# Tribute to a Tribute



## oldenstar (Nov 9, 2006)

As of next week my beloved Tribute will be gone, and a week or so later I should take delivery of the new van.

So thought I better change the avatar, and start to wonder if it will be permitted to post any Mooveo subjects or questions under the Pilote headings?

Emptied the Tribute today, removed all my stickers (inc MHF), and thought again what a great looking van it is.

If only they did a Tribute with a fixed bed!!.

Suffice to say that over 8500 miles she has never missed a beat, has attracted many envious looks, and done exactly what it said on the tin.

The Mooveo has many advantages internally, but ain't a patch on the Tribute externally.

Hey Ho.
Paul


----------



## LAZZA (Oct 28, 2006)

Hi paul
Good luck with your new van! I'm sure it was a difficult decision to get rid of the Tribute,but i'm sure it will go to a good home.Keep us all posted how you get on with your new van and i bet you are still excited.
Cheers Lazza


----------



## 103219 (Mar 2, 2007)

Oldenstar, what a shame. I'm so pleased that we never wanted a fixed double bed anyway, so the 550 represents no compromises for us. We'll be back (from Oz) to the van in May for another four months, aiming for Corsica, the Alps and some eastern Europe. Can't wait.

Our May 2007-delivery van seems to have avoided any recalls, any water ingress has been un-noticeable, there is some clutch judder in reverse but easily manageable with careful use of the clutch, so all we're in for is a quick checkover and an oil change. Are you getting another X250-based van? There is a fair bit of negativity in the MHF forums, but I have a lot of experience with both road and competition cars and have been very pleased with our cost-effective purchase.

Good luck with the new one,

Michael.


----------



## oldenstar (Nov 9, 2006)

> Are you getting another X250-based van? There is a fair bit of negativity in the MHF forums, but I have a lot of experience with both road and competition cars and have been very pleased with our cost-effective purchase.


Hi Michael
Absolutely-We have always been very pleased with the X250, and made sure that the new van has the same (well, very slightly more powerful) engine. Also specified the cruise control, because the goodies on the Tribute tend to spoil you.

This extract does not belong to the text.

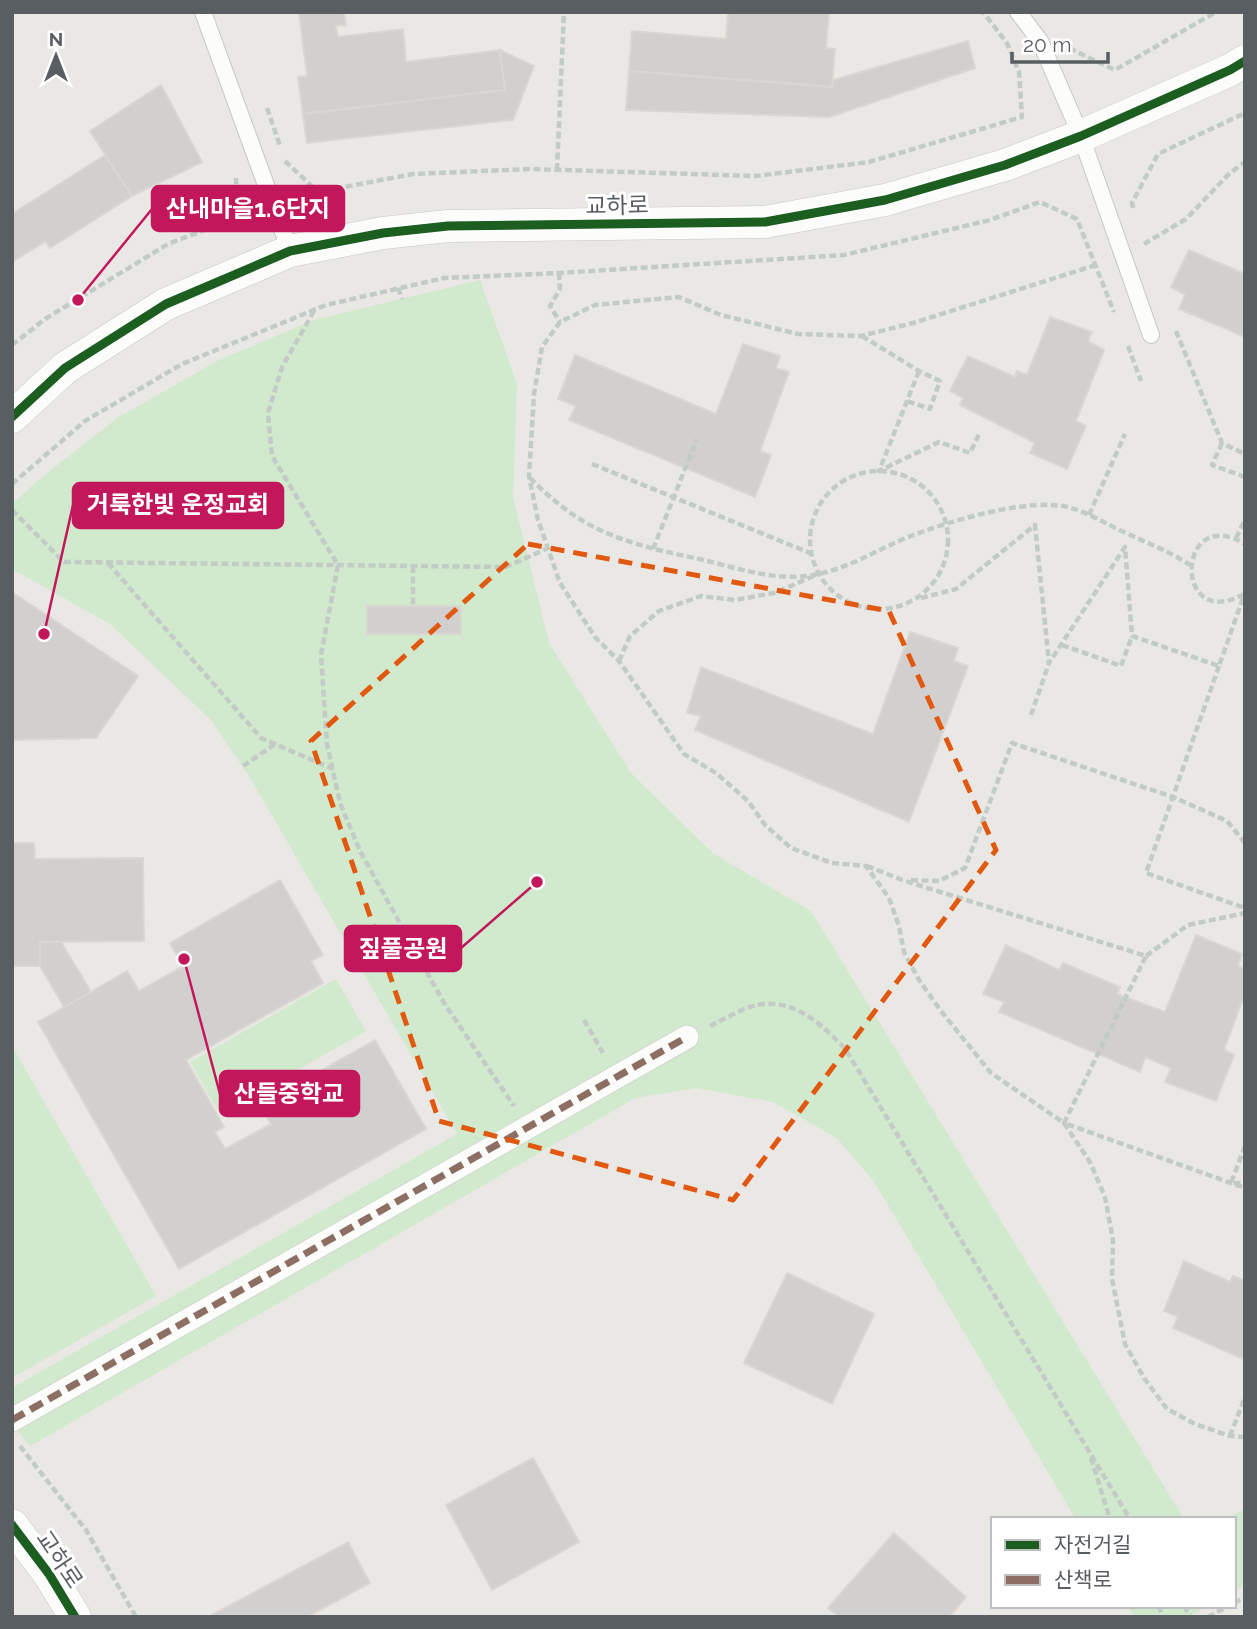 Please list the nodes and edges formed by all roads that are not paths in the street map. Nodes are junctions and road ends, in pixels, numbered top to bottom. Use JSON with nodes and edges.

Never had any problems with the water ingress, and made sure our van had all the necessary recalls done, including the engine cover.

Despite the negative posts I believe the Tributes especially are still selling well-no wonder at their value for money.

BTW having spent a couple of years in Oz (way back when) I can't think of a better country to have and use a 'van.

Paul


----------



## 106165 (Jul 29, 2007)

Hi Paul,

Must have been quite a sad day for you clearing out the Tribute. I hope your new van is everything you want it to be. 

Hope all goes well.

Stimpy


----------



## wenlock (Aug 1, 2007)

Elva
Be aware that Fiat have not notified owners by letter of the recalls in my personal experience. You need to contact a dealer with your vin or reg number or ring the Fiat helpline with same info.
I would be very surprised if the recalls do not apply to your van. 
Paul


----------



## 102062 (Dec 10, 2006)

*tribute to tribute*

All the best paul, nice to have met you,
Would not swap my tribby though suits my needs to a T
Cheers triumf,


----------



## oldenstar (Nov 9, 2006)

> All the best paul, nice to have met you,


Hiya Triumf
That sounds awfully final 

I shall still be around, albeit in a white thingy.
Might still bump into you one of these days at Chelston, where I expect I will get my servicing done.

And many thanks Stimpy-will keep you posted

Keep Tributing
Paul


----------